O fotógrafo nova-iorquino Peter Hujar, cuja obra se tornou um pilar da fotografia documental e de retrato no século XX, nunca escreveu uma autobiografia tradicional. Em vez disso, sua vida foi narrada através de suas lentes, capturando tanto as imagens que ele escolheu publicar quanto aquelas que permaneceu em silêncio. A exposição 'Hujar:Contact', em cartaz na The Morgan Library & Museum, em Nova York, traz finalmente a público as folhas de contato que Hujar deixou ao longo de sua carreira, funcionando como um registro cronológico de seu legado pessoal e criativo.
Organizada pelo curador Joel Smith, a mostra explora o que antecede e sucede as imagens mais icônicas do artista, oferecendo uma nova perspectiva sobre sua amplitude. Segundo a curadoria, as folhas de contato atuam como um diário não intencional, revelando a complexidade de um homem que frequentemente era reduzido a rótologos específicos, como o fotógrafo de retratos da cena gay ou de figuras do centro de Nova York.
A reinterpretação de um legado
A trajetória de Hujar, que ganhou força póstuma nas últimas décadas, foi marcada por uma percepção muitas vezes limitada. Smith, que acompanha o trabalho do artista desde a juventude, destaca que a exposição busca desconstruir a ideia de que Hujar era apenas um retratista. Ao revisitar os arquivos, o curador resgata a diversidade temática do fotógrafo, incluindo paisagens urbanas e estudos de movimento que revelam um olhar atento a tudo o que estava ao seu alcance.
O projeto original da exposição passou por diversas transformações, adaptando-se ao crescente interesse acadêmico e cultural pela obra de Hujar. A curadoria buscou equilibrar a necessidade de apresentar o material inédito com o contexto histórico, utilizando os diários de trabalho do fotógrafo — anotados por Olivia McCall, gestora do arquivo — para alinhar a vida pessoal do artista aos momentos em que as imagens foram capturadas.
O mecanismo da escolha artística
O valor das folhas de contato reside justamente na revelação do processo de edição. Enquanto o público está acostumado com a curadoria final de Hujar, os registros brutos permitem observar a experimentação e a busca pelo momento decisivo. Smith observa que, ao examinar essas folhas, é possível perceber a promessa de uma obra que continuaria a evoluir caso o fotógrafo tivesse vivido por mais décadas.

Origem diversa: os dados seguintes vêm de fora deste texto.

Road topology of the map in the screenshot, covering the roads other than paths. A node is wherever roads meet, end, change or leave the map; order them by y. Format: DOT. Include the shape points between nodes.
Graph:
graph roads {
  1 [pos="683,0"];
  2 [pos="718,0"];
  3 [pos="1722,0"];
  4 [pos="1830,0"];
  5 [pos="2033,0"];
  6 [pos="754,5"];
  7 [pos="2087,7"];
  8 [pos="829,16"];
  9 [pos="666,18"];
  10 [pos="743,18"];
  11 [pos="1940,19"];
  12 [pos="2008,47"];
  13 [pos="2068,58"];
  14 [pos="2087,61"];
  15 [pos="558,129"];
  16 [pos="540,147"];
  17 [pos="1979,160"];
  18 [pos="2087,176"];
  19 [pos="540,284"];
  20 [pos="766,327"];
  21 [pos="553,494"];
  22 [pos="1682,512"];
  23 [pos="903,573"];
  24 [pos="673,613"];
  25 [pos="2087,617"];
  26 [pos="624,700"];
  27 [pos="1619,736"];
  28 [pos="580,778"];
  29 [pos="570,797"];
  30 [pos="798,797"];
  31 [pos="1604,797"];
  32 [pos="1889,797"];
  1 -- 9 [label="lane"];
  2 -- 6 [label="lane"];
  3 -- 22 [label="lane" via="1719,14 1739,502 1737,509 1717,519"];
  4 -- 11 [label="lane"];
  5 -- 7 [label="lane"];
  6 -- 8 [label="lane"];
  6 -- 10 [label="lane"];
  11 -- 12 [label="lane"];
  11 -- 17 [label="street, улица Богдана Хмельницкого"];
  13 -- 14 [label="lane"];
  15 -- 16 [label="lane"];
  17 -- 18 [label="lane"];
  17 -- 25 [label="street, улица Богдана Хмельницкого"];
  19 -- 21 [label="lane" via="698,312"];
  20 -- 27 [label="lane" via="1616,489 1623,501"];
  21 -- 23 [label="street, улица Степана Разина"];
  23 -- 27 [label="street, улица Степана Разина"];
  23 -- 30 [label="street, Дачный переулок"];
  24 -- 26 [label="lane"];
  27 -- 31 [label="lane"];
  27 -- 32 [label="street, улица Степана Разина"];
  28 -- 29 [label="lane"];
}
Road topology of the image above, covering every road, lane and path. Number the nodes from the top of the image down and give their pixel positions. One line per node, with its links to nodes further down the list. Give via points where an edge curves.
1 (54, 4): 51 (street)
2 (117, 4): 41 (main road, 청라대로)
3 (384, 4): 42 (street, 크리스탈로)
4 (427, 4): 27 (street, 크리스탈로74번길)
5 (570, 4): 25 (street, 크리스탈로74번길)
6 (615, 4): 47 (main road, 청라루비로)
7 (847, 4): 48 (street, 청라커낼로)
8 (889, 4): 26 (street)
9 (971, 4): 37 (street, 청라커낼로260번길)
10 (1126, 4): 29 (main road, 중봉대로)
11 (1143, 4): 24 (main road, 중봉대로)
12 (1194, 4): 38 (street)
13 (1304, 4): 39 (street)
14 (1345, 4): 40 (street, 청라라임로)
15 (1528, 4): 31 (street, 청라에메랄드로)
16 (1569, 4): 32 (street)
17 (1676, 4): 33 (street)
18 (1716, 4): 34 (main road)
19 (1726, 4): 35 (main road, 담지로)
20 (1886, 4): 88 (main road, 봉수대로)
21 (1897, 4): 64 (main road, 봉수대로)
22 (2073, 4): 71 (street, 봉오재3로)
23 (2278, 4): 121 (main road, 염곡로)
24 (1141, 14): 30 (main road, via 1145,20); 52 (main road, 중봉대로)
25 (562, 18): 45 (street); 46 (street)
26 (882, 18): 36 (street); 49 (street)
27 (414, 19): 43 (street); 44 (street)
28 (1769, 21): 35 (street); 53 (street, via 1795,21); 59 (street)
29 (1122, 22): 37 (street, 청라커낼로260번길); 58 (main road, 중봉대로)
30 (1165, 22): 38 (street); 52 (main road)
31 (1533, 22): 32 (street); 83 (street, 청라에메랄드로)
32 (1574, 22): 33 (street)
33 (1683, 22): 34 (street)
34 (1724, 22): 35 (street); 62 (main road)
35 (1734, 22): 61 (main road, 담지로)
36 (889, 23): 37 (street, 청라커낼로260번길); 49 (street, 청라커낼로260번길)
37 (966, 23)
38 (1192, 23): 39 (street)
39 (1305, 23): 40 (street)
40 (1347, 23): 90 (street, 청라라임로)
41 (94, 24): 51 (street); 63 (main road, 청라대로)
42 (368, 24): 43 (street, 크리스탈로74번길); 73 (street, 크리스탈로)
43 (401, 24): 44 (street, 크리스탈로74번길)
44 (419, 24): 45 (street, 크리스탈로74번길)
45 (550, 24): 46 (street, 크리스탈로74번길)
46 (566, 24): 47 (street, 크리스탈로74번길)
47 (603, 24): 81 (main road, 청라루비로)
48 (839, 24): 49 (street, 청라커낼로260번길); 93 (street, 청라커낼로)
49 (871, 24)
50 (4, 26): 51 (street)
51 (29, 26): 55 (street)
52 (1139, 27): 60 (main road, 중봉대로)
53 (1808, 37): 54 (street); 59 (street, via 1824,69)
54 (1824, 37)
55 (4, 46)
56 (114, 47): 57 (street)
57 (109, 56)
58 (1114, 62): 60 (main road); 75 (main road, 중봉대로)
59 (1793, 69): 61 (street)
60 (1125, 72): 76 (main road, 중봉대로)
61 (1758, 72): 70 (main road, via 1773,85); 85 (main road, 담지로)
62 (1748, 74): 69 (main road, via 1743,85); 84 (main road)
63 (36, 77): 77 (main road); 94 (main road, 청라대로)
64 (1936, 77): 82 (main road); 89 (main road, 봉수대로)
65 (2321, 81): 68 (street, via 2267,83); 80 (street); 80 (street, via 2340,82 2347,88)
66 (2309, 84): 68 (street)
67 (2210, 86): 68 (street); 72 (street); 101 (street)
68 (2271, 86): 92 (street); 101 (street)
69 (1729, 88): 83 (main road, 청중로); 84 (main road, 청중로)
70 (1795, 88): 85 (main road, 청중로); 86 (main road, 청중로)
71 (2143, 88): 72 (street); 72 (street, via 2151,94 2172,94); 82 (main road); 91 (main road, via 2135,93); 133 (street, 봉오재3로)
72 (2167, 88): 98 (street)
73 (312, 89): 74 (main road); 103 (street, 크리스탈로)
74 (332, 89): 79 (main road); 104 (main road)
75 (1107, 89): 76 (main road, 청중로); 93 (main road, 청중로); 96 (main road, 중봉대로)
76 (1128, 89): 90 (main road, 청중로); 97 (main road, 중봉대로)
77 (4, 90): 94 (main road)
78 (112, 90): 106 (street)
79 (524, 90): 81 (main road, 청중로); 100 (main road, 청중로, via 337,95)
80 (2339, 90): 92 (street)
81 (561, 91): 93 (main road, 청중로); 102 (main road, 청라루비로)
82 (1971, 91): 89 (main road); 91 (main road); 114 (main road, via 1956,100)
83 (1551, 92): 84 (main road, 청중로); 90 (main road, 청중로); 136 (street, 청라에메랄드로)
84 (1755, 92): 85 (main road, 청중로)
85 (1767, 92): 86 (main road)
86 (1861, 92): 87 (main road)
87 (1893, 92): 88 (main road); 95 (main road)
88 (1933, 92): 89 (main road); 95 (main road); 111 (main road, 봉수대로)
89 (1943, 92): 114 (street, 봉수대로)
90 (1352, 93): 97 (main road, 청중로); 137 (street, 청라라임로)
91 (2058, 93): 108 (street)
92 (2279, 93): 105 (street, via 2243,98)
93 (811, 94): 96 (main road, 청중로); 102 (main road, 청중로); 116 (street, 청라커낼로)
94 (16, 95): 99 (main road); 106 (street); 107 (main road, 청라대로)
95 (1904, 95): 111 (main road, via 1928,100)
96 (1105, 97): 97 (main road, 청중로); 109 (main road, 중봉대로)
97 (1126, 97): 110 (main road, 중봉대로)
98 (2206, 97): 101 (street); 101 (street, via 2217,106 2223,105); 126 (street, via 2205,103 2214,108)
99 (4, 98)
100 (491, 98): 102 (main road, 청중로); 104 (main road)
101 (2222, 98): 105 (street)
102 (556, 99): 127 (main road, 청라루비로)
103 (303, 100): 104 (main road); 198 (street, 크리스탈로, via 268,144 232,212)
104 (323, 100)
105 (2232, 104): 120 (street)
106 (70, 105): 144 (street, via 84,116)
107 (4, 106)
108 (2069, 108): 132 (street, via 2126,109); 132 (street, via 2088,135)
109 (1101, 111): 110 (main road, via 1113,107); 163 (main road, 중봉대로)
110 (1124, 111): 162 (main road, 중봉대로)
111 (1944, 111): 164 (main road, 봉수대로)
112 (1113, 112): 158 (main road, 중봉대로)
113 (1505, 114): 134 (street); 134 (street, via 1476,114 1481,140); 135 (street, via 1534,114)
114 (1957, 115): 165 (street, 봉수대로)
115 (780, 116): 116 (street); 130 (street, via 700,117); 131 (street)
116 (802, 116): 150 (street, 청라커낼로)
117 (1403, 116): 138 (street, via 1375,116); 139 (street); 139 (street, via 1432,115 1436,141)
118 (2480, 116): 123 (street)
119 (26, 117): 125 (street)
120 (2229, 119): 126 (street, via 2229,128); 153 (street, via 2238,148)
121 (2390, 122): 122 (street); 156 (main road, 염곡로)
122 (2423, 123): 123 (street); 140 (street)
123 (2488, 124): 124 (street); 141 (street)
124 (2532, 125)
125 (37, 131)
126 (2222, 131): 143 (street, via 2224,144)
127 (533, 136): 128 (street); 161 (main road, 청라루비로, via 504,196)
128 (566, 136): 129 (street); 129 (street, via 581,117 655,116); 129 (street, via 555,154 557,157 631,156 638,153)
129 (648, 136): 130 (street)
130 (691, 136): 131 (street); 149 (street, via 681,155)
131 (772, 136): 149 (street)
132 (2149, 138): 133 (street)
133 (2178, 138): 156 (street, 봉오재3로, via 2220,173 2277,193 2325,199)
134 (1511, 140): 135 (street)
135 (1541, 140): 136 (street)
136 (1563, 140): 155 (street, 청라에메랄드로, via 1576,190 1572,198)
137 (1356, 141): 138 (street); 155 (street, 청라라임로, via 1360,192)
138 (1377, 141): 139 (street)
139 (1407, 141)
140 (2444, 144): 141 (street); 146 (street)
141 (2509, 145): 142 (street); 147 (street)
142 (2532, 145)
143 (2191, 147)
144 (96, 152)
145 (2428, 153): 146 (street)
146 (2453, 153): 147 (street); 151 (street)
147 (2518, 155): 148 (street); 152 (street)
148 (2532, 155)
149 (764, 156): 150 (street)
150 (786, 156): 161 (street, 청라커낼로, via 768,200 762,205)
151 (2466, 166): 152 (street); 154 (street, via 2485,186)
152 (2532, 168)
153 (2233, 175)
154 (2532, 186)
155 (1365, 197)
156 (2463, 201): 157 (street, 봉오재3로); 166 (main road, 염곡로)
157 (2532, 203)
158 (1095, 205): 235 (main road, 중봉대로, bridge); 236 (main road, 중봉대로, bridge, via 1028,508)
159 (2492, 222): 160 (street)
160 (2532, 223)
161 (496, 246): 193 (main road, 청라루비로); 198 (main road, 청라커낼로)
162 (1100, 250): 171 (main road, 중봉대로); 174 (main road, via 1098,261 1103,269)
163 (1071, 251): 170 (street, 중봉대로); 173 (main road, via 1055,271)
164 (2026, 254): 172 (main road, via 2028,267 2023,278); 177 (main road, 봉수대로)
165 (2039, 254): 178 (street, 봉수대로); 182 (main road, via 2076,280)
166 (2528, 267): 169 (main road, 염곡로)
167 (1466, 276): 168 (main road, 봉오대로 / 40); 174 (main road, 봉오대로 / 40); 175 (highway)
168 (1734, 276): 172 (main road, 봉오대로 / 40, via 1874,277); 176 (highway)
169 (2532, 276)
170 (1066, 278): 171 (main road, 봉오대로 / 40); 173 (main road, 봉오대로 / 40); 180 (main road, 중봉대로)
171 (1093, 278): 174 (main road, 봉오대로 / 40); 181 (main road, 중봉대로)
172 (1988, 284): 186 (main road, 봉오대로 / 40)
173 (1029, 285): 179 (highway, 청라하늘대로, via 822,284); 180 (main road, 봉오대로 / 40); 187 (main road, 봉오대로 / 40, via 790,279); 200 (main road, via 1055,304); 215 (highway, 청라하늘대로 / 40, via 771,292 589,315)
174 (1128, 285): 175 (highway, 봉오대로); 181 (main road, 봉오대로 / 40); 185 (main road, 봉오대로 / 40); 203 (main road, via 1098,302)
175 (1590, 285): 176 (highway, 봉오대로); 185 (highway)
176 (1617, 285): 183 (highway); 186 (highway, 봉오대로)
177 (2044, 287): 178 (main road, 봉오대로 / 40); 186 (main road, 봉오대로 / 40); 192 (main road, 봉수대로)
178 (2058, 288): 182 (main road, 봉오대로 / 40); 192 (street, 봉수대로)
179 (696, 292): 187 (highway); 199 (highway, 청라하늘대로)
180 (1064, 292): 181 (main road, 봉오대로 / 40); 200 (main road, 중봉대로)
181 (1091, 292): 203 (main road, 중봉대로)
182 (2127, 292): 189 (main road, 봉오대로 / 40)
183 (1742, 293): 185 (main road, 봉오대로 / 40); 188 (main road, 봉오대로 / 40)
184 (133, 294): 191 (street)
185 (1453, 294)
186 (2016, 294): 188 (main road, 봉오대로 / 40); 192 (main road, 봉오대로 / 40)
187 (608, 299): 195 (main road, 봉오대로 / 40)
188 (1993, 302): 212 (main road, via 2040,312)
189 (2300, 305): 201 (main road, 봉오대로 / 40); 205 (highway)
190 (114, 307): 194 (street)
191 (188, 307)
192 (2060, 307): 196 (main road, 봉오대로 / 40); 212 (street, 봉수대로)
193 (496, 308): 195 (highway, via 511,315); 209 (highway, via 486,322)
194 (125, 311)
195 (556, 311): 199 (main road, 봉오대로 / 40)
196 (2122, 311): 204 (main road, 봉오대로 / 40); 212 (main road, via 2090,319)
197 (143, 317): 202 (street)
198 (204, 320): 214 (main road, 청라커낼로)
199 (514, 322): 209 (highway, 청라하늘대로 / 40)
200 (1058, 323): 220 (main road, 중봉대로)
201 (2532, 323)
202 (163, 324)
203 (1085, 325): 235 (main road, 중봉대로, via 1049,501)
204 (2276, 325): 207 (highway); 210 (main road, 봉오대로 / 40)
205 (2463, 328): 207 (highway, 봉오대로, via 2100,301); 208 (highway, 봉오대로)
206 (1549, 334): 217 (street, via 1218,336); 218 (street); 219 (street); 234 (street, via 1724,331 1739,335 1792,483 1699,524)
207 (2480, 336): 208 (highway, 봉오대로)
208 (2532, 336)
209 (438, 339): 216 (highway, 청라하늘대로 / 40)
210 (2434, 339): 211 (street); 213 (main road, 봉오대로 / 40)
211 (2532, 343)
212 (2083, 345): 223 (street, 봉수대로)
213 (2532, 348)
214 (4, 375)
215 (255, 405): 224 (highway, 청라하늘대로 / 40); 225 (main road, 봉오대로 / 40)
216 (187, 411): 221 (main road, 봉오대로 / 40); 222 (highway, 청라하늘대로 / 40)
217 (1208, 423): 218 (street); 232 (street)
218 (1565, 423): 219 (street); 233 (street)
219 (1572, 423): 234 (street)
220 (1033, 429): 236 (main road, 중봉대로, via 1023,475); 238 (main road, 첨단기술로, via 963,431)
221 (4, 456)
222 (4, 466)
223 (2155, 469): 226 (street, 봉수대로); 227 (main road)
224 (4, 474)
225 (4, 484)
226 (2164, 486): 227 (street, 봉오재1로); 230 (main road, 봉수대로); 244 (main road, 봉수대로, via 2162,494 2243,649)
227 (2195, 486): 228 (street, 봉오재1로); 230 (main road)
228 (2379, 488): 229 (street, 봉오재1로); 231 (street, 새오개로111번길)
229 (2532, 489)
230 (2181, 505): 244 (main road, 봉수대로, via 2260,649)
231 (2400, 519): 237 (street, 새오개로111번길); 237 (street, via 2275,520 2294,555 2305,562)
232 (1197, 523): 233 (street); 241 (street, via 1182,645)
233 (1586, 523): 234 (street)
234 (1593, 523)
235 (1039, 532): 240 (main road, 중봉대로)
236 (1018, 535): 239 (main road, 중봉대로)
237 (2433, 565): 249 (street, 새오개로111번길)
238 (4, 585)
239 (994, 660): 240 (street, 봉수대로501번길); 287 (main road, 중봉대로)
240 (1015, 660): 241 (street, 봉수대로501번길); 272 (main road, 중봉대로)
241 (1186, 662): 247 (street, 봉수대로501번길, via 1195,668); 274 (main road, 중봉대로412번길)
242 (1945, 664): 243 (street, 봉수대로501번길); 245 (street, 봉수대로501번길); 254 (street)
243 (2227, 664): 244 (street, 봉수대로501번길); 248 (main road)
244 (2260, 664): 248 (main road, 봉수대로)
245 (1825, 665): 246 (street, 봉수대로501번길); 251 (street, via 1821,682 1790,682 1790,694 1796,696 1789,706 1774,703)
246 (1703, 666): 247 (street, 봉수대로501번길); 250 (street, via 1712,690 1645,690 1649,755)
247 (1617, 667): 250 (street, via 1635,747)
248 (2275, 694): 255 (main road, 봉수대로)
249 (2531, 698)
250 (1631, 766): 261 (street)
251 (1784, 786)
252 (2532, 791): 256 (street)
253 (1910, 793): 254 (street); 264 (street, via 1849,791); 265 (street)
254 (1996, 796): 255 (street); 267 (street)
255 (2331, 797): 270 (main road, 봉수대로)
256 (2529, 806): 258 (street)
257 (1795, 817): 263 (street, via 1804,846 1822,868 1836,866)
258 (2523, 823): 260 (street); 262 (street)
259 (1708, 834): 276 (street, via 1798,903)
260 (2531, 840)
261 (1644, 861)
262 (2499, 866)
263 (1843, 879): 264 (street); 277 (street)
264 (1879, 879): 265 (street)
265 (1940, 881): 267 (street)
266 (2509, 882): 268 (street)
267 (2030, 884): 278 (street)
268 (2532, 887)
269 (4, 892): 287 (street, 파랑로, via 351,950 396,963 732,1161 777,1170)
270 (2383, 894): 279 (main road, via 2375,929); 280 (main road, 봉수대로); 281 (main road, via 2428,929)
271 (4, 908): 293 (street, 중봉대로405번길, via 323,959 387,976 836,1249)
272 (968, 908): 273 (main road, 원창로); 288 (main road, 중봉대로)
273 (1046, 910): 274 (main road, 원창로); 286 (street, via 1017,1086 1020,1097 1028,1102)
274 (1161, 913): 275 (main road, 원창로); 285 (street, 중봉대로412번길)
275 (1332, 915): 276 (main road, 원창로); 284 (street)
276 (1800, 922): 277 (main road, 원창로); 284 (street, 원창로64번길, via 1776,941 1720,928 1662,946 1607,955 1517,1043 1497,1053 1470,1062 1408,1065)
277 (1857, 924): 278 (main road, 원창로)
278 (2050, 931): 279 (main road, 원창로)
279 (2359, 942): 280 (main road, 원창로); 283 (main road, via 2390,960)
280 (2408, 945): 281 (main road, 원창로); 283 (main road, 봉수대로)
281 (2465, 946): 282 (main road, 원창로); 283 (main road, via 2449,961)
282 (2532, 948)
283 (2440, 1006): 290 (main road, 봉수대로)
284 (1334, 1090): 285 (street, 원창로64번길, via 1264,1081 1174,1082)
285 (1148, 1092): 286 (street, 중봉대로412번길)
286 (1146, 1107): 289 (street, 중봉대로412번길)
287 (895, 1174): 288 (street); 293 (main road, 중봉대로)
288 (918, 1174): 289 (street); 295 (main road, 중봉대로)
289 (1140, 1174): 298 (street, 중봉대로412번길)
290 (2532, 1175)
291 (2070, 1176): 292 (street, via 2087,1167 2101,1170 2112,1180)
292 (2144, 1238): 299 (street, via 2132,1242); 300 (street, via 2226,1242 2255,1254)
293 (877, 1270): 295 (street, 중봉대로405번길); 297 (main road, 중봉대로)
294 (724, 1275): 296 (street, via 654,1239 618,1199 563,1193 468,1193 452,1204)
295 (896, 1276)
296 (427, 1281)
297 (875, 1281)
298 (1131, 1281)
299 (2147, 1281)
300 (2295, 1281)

As imagens incluem desde registros de figuras famosas, como Susan Sontag, até cenas de indivíduos anônimos e situações de vulnerabilidade, como o acompanhamento de crianças com dificuldades de aprendizado. Para Hujar, mesmo os retratos de figuras marginalizadas possuíam uma qualidade de 'celebridade sombria', tratando cada pessoa fotografada com a mesma dignidade e seriedade estética, independentemente do contexto ou da fama.
Implicações para o colecionismo e a crítica
A exposição levanta questões fundamentais sobre como o mercado e a crítica moldam a reputação de um artista após sua morte. Ao expor o que foi descartado, o Morgan Library & Museum convida o público a considerar que a obra de um fotógrafo não reside apenas na imagem finalizada, mas no fluxo contínuo de observação que a precede. Este movimento desafia colecionadores e historiadores a reavaliar a totalidade do arquivo em vez de focar apenas nas obras consagradas.
Para o ecossistema das artes visuais, a iniciativa sublinha a importância da preservação de arquivos pessoais como fonte primária de conhecimento. O trabalho de Smith e da fundação responsável pelo legado de Hujar demonstra que a compreensão da arte contemporânea depende da transparência sobre o processo criativo, retirando o artista do pedestal do gênio isolado e colocando-o na posição de um observador constante da realidade.
Perspectivas sobre o futuro da obra
O que permanece aberto, após a exposição, é o impacto que essa nova camada de informações terá na historiografia da fotografia. A possibilidade de ver o 'antes' e o 'depois' das imagens consagradas altera inevitavelmente a forma como as futuras gerações interpretarão o estilo do fotógrafo. O tempo dirá se essa nova visão sobre sua versatilidade conseguirá consolidar Hujar como um artista de escopo muito mais amplo do que a crítica anterior sugeria.
O legado de Hujar, que ele mesmo desejava que fosse discutido em sussurros, agora encontra um espaço de debate ampliado. A exposição no Morgan Library & Museum, que segue até outubro, serve como um convite para que o espectador complete a narrativa, encontrando nas entrelinhas das folhas de contato as respostas que o próprio fotógrafo deixou em aberto.